Tanya Beyeler & Pablo Gisbert ont conçu une Installation / Performance visuellement très forte pour illustrer une réflexion sur la réalité.

Dès le début, le spectacle interpelle directement le spectateur via un écran de surtitres qui apparaît au milieu de la scène, dans un effet de distanciation immédiate assez malicieux, lui annonçant qu’il va voir un spectacle et décrivant l’action des deux techniciens qui sont devant lui en train d’installer un élément du décor.

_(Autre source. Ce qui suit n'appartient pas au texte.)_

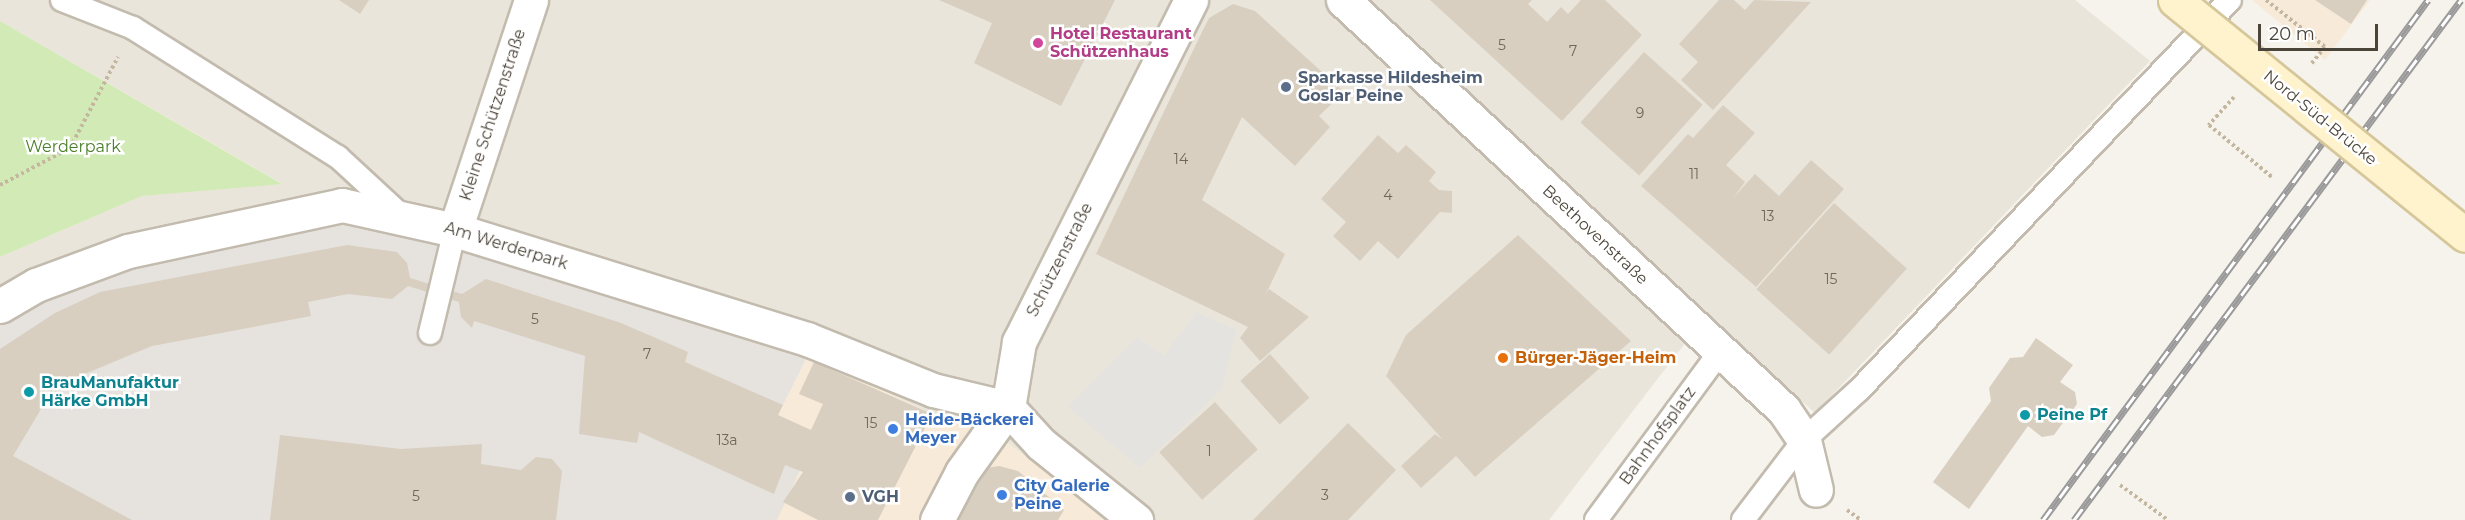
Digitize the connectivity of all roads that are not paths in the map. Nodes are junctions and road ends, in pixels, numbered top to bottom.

Donc tout de suite deux accès à la réalité : ce qui se passe sur la scène devant nous et ce que les surtitres nous disent.

Cette toile géante couverte de graffitis fluorescents qui est accrochée en fond de scène s’avère être, ou plutôt s’avère représenter (ce sont les surtitres qui nous le disent) des peintures rupestres dans un musée d’histoire naturelle et là, le rapport entre ce que nous voyons et ce qui est censé être commence à se distendre.

Plusieurs scènes vont se succéder, passant du musée à un supermarché, à une clairière dans la nuit où l’on célèbre un culte primitif, etc. Tout le spectacle est basé sur une juxtaposition des éléments qui le composent, construisant une réalité virtuelle. Le texte est constitué des seuls surtitres qui font office de narrateur, de commentateur, de chœur et qui pourraient exister par eux-mêmes, sous forme d’un article ou d’une démonstration.

Les six comédiens/performeurs, eux, resteront muets pendant tout le spectacle, jouant/mimant/illustrant les scènes et pourraient être un spectacle chorégraphique à lui seul.
Les décors sont simples dans leur concept, mais très puissants dans leur effet : le plateau, le fond de scène le fond de scène et les côtés seront habillés d’un rouge laqué, saturé encore d’un éclairage rouge, puis d’un bleu électrique (lumières de Manoly Rubio Garcia), puis de draperies évoquant de la lave en fusion, créant à chaque fois un effet de ‘’box’’ abstrait mais finalement très évocateur. Ces décors pourraient, eux, être présentés comme des installations d’art contemporains qui se suffisent à elles-mêmes.
La musique enfin (Rebecca Praga et Uriel Ireland), faite d’infrabasses, de sons électroniques est plus dans la sensation que dans la mélodie.

La réalité serait donc une construction mentale résultant d’injonctions diverses que notre cerveau combine consciemment ou inconsciemment. Le propos, dont on se demande s’il est naïf ….ou un peu ironique, prend toute sa force et garde sa fraîcheur grâce à la force visuel et sonore de la pièce et à la perfection sa réalisation.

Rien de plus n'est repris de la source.